Every line in the data below that has the word "roads" should be returned.

____ EXERCISE MATERIAL

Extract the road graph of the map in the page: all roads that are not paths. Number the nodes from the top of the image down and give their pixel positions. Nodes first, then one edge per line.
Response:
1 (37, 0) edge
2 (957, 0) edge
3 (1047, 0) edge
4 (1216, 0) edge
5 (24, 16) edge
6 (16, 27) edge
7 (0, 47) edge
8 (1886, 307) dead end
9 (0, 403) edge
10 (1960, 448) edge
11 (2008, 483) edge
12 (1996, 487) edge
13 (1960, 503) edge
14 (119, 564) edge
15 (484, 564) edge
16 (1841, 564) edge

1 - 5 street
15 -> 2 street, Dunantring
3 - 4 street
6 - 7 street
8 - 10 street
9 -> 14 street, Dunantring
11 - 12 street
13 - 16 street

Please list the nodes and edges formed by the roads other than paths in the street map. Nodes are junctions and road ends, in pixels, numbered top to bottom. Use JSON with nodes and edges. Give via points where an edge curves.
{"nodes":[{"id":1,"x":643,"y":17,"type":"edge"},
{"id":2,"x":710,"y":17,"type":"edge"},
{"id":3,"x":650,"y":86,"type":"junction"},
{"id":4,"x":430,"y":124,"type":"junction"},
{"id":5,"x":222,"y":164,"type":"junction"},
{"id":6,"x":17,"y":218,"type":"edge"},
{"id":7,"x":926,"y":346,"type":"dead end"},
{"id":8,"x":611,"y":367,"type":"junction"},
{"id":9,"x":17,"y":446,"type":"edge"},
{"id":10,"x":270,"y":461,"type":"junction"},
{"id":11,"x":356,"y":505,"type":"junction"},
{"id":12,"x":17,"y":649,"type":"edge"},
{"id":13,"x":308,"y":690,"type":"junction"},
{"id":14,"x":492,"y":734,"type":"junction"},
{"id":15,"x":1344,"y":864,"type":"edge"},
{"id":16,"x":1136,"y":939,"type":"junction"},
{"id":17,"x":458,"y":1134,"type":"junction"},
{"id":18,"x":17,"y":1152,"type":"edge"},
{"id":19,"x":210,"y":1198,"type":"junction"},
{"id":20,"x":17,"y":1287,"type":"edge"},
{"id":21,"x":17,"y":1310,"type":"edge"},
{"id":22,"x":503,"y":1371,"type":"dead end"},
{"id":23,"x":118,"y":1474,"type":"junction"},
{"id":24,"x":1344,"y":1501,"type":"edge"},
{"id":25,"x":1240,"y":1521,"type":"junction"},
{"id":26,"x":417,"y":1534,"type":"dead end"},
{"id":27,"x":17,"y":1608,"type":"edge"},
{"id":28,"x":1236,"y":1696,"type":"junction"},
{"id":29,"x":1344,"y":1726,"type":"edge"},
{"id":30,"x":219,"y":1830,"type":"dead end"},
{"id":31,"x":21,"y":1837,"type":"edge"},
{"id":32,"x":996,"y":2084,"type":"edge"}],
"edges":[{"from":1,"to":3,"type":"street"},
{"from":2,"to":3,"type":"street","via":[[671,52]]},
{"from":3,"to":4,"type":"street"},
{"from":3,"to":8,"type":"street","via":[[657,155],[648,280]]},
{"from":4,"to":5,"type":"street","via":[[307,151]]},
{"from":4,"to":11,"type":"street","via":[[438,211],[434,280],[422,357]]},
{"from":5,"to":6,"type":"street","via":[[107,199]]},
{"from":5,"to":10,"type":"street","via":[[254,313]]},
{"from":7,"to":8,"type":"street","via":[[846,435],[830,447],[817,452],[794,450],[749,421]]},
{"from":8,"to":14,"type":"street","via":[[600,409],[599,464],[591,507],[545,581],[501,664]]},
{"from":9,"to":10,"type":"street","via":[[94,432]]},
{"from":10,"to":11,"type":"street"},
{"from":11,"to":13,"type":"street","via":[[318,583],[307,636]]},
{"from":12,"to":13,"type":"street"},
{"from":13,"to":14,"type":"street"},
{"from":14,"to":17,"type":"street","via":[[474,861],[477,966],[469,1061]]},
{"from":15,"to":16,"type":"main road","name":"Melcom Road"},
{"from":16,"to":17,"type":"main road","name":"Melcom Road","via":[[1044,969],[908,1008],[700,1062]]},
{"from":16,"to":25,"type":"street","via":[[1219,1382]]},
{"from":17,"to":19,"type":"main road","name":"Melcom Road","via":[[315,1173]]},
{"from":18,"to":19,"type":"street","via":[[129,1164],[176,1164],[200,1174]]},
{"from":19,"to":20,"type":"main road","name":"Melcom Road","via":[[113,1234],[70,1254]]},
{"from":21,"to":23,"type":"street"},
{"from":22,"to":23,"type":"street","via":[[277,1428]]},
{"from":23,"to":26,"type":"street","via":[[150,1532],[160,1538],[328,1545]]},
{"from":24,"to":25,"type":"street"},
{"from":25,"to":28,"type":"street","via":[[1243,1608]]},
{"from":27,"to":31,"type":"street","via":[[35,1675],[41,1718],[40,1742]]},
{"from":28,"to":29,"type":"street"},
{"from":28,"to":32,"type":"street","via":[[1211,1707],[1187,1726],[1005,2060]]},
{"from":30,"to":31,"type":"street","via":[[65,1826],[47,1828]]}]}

________

▸ **TASK SOLUTION**:
Extract the road graph of the map in the page: all roads that are not paths. Number the nodes from the top of the image down and give their pixel positions. Nodes first, then one edge per line.
Please list the nodes and edges formed by the roads other than paths in the street map. Nodes are junctions and road ends, in pixels, numbered top to bottom. Use JSON with nodes and edges. Give via points where an edge curves.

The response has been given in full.